Nein zur Breitspurbahn
ÖVP und Grüne im Petitionsausschuss gegen Bürgerinitiative

Nationalratsabgeordneter Maximilian Köllner, SPÖ-Bezirksvorsitzender Neusiedl am See, Katharina Kucharowits, Nationalratsabgeordnete aus Bruck/Leitha und Andreas Kollross, kommunalpolitischer Sprecher des SPÖ-Parlamentsklubs und Bürgermeister von Trumau.
  • Nationalratsabgeordneter Maximilian Köllner, SPÖ-Bezirksvorsitzender Neusiedl am See, Katharina Kucharowits, Nationalratsabgeordnete aus Bruck/Leitha und Andreas Kollross, kommunalpolitischer Sprecher des SPÖ-Parlamentsklubs und Bürgermeister von Trumau.
  • Foto: Köllner
  • hochgeladen von Charlotte Titz

ÖVP und GRÜNE würgen die Bürgerinitiative gegen die Breitspurbahn im Ausschuss im Parlament ab. 

BEZIRK NEUSIEDL/ WIEN. Der SPÖ-Nationalratsabgeordnete Maximilian Köllner hat die von der Plattform gegen die Breitspurbahn initiierte Bürgerinitiative „Gegen die Breitspurbahn“ am 13.11.2019 im Parlament eingebracht – 4.893 Unterschriften wurden überparteilich, vor allem in den Gemeinden Parndorf, Bruckneudorf, Bruck/Leitha, Rohrau und Neudorf, gesammelt.

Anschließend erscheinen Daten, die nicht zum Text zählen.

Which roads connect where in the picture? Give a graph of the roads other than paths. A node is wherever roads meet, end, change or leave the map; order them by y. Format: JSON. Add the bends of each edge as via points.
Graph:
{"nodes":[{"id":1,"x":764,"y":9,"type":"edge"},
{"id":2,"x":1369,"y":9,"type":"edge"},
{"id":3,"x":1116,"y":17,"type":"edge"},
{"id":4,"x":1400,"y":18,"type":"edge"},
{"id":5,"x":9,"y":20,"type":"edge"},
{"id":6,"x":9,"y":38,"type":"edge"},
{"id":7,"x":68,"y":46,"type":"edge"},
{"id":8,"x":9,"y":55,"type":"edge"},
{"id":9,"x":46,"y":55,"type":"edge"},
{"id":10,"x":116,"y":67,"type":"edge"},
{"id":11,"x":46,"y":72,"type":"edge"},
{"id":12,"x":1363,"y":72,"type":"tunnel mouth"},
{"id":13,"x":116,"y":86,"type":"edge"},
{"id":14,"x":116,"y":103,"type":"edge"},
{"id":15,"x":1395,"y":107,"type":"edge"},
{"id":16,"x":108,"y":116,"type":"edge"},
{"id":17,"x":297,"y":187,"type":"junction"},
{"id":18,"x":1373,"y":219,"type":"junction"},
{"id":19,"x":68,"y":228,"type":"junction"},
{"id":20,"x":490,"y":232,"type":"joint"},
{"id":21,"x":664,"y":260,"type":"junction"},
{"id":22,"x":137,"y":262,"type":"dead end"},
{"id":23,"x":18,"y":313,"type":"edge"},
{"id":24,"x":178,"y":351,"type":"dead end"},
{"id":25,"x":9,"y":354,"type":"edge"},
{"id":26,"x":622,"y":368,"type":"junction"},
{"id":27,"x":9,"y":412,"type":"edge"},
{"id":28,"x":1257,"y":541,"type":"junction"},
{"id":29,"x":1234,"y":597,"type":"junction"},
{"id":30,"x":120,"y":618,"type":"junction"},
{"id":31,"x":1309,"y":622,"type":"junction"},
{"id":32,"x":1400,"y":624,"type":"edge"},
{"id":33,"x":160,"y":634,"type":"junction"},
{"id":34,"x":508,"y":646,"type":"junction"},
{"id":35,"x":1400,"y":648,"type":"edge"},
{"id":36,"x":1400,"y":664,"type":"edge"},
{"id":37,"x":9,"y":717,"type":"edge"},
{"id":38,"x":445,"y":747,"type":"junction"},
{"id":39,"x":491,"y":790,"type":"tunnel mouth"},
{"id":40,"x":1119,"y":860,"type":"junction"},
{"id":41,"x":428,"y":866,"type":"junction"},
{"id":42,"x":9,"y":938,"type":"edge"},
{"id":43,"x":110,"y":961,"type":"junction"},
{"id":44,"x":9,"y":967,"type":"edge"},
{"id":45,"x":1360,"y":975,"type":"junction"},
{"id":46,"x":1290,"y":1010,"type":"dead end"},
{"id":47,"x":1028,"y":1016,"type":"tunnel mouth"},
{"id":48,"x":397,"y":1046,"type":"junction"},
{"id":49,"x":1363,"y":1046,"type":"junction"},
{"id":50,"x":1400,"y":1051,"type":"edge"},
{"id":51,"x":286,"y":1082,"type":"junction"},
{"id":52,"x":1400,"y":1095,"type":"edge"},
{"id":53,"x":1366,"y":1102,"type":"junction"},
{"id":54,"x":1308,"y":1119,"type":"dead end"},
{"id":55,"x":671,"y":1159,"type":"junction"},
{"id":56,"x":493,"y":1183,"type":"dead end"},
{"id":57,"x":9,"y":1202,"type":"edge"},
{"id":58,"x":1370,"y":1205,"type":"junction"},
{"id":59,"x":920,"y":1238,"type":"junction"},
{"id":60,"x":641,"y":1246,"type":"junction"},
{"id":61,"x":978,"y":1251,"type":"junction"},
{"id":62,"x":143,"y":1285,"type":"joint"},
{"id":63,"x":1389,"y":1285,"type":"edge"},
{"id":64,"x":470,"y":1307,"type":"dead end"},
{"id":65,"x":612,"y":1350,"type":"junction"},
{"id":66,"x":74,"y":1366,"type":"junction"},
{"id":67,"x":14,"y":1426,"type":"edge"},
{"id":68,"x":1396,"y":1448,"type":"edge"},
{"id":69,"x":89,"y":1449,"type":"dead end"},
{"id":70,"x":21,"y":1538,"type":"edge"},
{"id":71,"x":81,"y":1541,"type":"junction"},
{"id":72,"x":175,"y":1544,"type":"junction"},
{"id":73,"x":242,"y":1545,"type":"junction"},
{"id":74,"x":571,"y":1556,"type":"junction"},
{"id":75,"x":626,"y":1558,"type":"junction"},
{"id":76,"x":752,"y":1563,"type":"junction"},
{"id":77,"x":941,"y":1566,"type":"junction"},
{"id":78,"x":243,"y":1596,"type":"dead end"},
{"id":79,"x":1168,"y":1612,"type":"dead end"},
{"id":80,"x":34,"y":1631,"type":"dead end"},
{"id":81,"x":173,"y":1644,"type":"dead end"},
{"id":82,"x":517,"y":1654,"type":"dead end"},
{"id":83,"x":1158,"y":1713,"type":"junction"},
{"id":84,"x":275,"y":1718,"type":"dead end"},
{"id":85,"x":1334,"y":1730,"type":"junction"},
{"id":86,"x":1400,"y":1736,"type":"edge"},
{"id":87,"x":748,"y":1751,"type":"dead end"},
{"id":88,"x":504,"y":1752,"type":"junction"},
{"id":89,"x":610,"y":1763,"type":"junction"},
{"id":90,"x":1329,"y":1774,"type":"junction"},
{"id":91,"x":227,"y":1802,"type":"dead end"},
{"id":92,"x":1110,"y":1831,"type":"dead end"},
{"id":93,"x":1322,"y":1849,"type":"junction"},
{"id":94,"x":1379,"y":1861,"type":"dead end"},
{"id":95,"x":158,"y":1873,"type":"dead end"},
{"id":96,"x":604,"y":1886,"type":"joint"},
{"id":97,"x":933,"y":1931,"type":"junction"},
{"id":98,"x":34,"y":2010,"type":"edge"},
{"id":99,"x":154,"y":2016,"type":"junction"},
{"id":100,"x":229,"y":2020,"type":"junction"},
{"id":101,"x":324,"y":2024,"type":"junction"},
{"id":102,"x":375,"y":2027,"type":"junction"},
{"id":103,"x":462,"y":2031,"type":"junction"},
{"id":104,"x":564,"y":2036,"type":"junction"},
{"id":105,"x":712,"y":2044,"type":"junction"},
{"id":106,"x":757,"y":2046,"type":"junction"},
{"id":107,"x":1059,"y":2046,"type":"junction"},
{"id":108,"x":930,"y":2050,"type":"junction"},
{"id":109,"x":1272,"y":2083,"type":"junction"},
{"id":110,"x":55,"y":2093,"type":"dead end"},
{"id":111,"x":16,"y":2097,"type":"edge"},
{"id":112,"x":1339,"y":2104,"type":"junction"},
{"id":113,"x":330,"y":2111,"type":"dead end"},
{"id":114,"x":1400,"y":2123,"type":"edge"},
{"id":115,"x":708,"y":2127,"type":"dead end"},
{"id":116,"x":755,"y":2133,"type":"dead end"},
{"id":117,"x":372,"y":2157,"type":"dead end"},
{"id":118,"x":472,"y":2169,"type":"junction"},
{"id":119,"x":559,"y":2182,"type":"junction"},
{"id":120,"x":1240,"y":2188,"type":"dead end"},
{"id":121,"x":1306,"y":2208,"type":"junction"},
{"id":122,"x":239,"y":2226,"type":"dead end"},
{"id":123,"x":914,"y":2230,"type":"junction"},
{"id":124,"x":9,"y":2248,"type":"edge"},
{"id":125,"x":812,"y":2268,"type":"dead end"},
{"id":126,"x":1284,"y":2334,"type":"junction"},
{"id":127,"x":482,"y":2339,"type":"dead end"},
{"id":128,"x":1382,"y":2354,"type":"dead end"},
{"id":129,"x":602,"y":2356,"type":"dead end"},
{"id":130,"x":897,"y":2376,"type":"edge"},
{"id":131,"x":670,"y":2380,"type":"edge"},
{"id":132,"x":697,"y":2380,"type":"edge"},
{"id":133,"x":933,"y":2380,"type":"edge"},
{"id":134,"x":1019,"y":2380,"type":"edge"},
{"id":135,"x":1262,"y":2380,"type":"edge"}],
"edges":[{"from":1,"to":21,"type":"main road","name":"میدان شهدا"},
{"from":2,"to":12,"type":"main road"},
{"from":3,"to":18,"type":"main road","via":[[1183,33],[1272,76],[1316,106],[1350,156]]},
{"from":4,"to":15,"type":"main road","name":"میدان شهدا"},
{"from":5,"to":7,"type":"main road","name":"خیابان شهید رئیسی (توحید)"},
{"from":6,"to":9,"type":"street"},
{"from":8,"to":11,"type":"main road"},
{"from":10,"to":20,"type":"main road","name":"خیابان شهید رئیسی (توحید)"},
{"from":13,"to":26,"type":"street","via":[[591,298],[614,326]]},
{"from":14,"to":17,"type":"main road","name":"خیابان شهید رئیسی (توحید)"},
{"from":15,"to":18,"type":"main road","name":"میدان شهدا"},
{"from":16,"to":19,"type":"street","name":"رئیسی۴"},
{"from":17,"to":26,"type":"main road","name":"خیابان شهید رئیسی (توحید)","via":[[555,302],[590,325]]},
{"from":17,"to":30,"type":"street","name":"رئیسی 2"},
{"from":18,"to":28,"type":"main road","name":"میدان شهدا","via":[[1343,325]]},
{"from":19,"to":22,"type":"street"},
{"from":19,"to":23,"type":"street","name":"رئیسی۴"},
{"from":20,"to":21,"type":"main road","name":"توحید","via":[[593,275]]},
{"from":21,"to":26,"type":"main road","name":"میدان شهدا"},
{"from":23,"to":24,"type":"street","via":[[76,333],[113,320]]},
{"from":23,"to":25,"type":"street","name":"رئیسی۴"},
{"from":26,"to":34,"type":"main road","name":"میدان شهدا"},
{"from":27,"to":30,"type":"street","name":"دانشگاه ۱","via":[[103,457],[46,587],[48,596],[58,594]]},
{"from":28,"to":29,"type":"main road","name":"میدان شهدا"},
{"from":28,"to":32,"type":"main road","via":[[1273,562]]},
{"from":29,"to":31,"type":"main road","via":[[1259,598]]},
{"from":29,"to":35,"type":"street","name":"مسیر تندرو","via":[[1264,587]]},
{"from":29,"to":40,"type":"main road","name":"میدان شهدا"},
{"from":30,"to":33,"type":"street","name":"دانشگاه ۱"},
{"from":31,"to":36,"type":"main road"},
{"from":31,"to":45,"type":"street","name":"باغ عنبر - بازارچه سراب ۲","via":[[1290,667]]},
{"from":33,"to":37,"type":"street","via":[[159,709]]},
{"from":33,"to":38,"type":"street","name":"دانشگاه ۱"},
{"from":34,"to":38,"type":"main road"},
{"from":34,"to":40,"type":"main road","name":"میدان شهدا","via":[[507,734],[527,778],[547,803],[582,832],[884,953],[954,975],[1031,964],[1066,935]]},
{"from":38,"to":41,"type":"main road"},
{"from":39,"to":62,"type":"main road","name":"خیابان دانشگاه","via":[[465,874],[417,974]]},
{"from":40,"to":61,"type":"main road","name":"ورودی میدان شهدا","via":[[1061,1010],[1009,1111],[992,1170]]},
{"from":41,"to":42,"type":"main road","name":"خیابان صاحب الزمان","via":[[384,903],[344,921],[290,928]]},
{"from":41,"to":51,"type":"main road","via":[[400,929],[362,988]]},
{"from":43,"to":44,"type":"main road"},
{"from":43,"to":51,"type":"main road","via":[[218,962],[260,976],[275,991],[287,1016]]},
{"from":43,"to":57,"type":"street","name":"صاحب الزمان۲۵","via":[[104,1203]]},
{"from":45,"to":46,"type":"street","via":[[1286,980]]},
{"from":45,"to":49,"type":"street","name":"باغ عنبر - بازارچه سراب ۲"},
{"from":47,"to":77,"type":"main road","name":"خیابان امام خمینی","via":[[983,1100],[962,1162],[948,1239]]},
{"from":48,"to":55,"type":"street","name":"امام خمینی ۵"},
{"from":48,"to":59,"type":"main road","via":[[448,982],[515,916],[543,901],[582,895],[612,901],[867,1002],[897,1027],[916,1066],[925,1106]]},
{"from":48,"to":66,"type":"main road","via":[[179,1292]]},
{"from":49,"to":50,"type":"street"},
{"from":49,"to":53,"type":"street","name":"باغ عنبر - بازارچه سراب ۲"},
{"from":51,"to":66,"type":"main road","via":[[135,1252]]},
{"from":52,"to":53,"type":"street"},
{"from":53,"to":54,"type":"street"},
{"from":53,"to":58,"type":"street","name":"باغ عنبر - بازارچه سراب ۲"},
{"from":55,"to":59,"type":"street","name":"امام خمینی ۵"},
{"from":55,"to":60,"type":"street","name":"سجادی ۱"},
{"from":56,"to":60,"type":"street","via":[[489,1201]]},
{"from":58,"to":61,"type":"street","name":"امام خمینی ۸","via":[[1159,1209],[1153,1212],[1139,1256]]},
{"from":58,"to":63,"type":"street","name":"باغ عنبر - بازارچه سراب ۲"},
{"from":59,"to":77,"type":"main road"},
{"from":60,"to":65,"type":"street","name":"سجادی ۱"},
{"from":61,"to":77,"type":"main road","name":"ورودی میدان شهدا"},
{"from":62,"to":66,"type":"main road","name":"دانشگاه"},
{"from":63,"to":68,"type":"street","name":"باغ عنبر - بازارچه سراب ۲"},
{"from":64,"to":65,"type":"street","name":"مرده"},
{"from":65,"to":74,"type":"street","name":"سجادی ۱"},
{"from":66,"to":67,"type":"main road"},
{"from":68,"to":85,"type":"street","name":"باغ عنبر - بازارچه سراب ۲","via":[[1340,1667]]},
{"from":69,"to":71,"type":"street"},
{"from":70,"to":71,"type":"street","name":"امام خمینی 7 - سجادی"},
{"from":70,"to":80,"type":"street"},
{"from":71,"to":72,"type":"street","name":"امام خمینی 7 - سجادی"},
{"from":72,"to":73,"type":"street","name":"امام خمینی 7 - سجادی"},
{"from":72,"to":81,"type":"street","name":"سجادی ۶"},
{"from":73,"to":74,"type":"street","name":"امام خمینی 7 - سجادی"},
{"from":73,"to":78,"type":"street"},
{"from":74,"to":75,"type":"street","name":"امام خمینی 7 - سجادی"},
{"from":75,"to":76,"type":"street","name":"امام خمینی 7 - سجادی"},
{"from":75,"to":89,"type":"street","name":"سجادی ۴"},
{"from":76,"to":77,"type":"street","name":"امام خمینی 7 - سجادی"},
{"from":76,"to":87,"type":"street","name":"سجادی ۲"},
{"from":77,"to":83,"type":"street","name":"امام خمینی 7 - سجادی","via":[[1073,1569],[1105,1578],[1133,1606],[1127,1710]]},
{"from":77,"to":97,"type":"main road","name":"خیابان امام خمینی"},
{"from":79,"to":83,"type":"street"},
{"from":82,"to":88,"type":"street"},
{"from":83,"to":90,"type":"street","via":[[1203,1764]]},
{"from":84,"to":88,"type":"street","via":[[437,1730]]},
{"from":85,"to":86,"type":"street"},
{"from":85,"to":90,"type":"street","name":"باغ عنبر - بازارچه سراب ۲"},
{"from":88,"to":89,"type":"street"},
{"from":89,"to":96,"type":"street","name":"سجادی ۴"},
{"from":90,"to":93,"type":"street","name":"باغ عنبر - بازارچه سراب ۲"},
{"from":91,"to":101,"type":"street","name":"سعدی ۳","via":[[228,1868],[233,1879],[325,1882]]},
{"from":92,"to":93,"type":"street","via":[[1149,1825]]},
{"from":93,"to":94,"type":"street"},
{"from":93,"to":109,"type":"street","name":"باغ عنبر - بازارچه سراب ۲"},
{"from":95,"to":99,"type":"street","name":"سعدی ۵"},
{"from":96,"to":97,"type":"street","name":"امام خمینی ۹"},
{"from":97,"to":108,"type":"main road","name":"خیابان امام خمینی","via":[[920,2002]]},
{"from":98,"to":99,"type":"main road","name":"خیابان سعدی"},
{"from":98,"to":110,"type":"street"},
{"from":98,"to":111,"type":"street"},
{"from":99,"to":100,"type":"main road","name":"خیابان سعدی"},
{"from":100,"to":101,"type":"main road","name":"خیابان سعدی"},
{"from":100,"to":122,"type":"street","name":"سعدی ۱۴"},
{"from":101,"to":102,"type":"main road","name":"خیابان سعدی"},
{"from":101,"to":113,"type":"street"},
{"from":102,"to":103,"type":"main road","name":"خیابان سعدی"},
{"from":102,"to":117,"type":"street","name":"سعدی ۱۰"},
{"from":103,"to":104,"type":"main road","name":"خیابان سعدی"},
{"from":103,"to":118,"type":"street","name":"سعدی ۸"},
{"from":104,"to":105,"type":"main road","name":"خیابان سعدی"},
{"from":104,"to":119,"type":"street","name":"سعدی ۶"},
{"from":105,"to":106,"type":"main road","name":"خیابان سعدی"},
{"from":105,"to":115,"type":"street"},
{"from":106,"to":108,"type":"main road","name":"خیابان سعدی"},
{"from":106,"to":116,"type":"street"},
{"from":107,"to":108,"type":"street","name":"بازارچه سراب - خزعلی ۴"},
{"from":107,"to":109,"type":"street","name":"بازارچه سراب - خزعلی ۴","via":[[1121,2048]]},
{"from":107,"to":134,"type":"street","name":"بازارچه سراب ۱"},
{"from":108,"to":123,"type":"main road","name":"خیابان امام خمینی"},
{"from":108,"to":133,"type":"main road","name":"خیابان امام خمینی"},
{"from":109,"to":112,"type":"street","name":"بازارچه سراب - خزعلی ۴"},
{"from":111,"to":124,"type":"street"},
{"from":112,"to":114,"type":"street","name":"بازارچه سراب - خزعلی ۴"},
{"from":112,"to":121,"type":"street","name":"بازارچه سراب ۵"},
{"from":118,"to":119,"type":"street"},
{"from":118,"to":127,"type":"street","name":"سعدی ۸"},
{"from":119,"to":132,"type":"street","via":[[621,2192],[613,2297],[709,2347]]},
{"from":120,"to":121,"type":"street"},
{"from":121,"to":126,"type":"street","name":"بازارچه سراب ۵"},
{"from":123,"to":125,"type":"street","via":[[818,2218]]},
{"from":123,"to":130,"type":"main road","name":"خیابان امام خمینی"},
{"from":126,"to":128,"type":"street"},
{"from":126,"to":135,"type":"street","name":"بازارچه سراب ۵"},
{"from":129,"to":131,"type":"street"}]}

Nun wurde diese parlamentarische Bürgerinitiative im Petitionsausschuss des Parlaments mit den Stimmen von ÖVP und Grüne enderledigt. Im wahrsten Sinne des Wortes.

Abgelehnt

Jegliche weitere Debatte über das Projekt Breitspurbahn wurde damit abgewürgt. Auch der SPÖ-Antrag auf Einholung von Stellungnahmen von Seiten der Landesregierungen in Wien, Niederösterreich und Burgenland wurde abgelehnt. „Damit wird die Diskussion über dieses umstrittene Thema zu Grabe getragen“, zeigt sich Köllner empört.
Unmut und Enttäuschung kommt auch aus Niederösterreich. „Damit ignorieren die Regierungsfraktionen die Stimmen von knapp 5.000 Bürger, die diese Initiative unterzeichnet haben“, kritisiert Andreas Kollross, kommunalpolitischer Sprecher des SPÖ-Parlamentsklubs und Bürgermeister von Trumau, das Vorgehen der Bundesregierung.

Unverständnis

Großes Unverständnis zeigt auch Katharina Kucharowits, Nationalratsabgeordnete aus Bruck/Leitha. „Unfassbar, dass ÖVP und Grüne hier so drüberfahren und Anliegen von Bürgern abdrehen. Allein im Bezirk Bruck/Leitha haben 33 Gemeinden Resolutionen beschlossen und sich darin ganz klar gegen die Breitspurbahn ausgesprochen. Auch diese werden mit dem Verhalten von ÖVP und Grüne nicht ernst genommen und schlichtweg abgetan“, so Kucharowits.

Die Meinung der Bürgerinitiative: Die Verkehrsbelastung in der Region würde durch den Terminal ins Unerträgliche steigen, das ist der Bevölkerung keinesfalls zumutbar. Mit der SPÖ wird es das geplante Breitspurterminal in der Region nicht geben.

Lebensqualität und Natur

„Ich stehe auf der Seite der parteiübergreifenden Bürgerinitiative. Die Menschen im Bezirk wollen keine Breitspurbahn! Sie wollen Lebensqualität und Natur für den sanften Tourismus und die Landwirtschaft erhalten. Keinen Monster-Güterbahnhof, nicht noch mehr Schwerverkehr, mehr Lärm, mehr Feinstaubbelastung. Deshalb ein klares NEIN zur Breitspurbahn, wir lassen sicher nicht locker“, so Köllner.